▸ What the task asks
Select every line below containing the word "roads".

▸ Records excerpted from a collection
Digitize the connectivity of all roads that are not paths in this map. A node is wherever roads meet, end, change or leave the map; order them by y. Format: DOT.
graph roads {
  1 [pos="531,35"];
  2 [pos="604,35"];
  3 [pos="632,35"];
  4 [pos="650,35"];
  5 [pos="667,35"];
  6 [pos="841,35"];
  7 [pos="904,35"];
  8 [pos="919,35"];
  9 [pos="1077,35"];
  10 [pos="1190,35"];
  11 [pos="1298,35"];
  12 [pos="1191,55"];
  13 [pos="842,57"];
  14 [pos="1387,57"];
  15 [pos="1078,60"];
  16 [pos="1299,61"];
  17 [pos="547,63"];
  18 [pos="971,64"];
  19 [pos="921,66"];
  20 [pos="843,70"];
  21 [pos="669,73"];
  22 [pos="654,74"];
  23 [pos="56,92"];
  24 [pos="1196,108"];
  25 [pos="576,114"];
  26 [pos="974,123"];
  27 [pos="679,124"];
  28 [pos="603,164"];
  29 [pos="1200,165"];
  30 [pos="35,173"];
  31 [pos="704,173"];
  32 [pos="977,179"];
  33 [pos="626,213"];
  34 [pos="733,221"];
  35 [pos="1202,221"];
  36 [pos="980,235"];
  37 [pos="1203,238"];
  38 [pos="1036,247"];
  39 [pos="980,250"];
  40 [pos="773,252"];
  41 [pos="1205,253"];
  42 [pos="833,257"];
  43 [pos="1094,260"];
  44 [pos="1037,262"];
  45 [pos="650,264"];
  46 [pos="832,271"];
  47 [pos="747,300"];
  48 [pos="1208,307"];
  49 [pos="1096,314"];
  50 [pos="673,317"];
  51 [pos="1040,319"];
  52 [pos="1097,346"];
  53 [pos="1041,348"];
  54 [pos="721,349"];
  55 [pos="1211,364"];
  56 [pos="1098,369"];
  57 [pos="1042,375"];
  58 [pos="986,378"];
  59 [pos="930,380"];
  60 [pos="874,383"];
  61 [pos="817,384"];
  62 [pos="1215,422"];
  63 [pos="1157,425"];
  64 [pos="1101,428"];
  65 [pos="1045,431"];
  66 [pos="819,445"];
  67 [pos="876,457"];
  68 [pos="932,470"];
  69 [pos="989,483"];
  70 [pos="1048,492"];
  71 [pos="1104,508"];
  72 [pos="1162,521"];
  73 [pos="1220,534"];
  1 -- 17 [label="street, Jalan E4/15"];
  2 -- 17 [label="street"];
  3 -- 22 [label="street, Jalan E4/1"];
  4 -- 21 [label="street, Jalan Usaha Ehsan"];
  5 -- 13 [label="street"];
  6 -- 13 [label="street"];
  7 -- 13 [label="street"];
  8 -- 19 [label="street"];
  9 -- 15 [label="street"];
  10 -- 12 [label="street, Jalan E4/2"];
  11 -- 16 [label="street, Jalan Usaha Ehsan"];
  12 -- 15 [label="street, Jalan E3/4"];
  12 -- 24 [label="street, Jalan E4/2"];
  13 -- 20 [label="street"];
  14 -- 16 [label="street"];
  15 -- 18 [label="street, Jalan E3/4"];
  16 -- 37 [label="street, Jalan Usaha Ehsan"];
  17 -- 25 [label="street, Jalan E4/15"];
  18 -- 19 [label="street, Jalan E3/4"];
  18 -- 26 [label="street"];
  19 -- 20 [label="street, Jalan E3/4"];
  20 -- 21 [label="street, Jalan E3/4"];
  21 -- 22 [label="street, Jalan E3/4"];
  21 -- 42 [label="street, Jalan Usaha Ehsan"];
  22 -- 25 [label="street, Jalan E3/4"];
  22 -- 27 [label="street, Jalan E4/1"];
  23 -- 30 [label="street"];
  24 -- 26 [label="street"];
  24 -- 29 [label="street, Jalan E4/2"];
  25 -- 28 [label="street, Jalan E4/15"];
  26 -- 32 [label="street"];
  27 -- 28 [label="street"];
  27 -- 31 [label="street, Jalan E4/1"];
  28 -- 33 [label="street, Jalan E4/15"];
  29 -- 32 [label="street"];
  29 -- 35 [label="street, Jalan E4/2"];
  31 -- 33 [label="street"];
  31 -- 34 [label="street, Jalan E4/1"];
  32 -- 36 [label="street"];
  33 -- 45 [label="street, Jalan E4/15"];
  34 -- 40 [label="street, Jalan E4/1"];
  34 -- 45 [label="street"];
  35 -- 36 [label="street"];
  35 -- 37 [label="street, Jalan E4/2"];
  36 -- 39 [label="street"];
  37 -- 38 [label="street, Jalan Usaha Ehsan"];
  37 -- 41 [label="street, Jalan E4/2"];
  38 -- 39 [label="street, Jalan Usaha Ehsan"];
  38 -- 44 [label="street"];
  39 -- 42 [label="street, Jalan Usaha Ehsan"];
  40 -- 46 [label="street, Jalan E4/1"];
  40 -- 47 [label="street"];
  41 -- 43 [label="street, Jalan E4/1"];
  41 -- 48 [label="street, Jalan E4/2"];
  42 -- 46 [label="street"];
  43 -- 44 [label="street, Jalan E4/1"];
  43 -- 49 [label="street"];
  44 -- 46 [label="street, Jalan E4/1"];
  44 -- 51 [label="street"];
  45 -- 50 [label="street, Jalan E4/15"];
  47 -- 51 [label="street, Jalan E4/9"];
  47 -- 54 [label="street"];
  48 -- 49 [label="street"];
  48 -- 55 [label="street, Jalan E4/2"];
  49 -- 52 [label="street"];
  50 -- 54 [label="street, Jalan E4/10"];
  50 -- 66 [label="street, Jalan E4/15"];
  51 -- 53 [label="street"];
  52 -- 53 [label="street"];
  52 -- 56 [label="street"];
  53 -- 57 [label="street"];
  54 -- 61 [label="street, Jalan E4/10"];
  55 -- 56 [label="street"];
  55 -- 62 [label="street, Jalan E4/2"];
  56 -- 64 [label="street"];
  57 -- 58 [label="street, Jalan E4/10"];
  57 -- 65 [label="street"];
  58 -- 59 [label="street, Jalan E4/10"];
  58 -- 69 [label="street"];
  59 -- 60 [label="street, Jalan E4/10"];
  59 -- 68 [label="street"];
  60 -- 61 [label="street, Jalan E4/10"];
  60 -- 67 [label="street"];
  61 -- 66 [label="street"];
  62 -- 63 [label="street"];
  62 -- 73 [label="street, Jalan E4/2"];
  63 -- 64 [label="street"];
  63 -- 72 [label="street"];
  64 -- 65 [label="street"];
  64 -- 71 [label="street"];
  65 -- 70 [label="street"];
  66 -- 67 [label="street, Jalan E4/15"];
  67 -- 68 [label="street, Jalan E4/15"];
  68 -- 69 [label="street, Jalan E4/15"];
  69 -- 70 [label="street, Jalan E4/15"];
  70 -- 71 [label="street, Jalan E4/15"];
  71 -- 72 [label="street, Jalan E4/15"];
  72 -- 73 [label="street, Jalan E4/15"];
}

▸ Exercise response
Digitize the connectivity of all roads that are not paths in this map. A node is wherever roads meet, end, change or leave the map; order them by y. Format: DOT.
graph roads {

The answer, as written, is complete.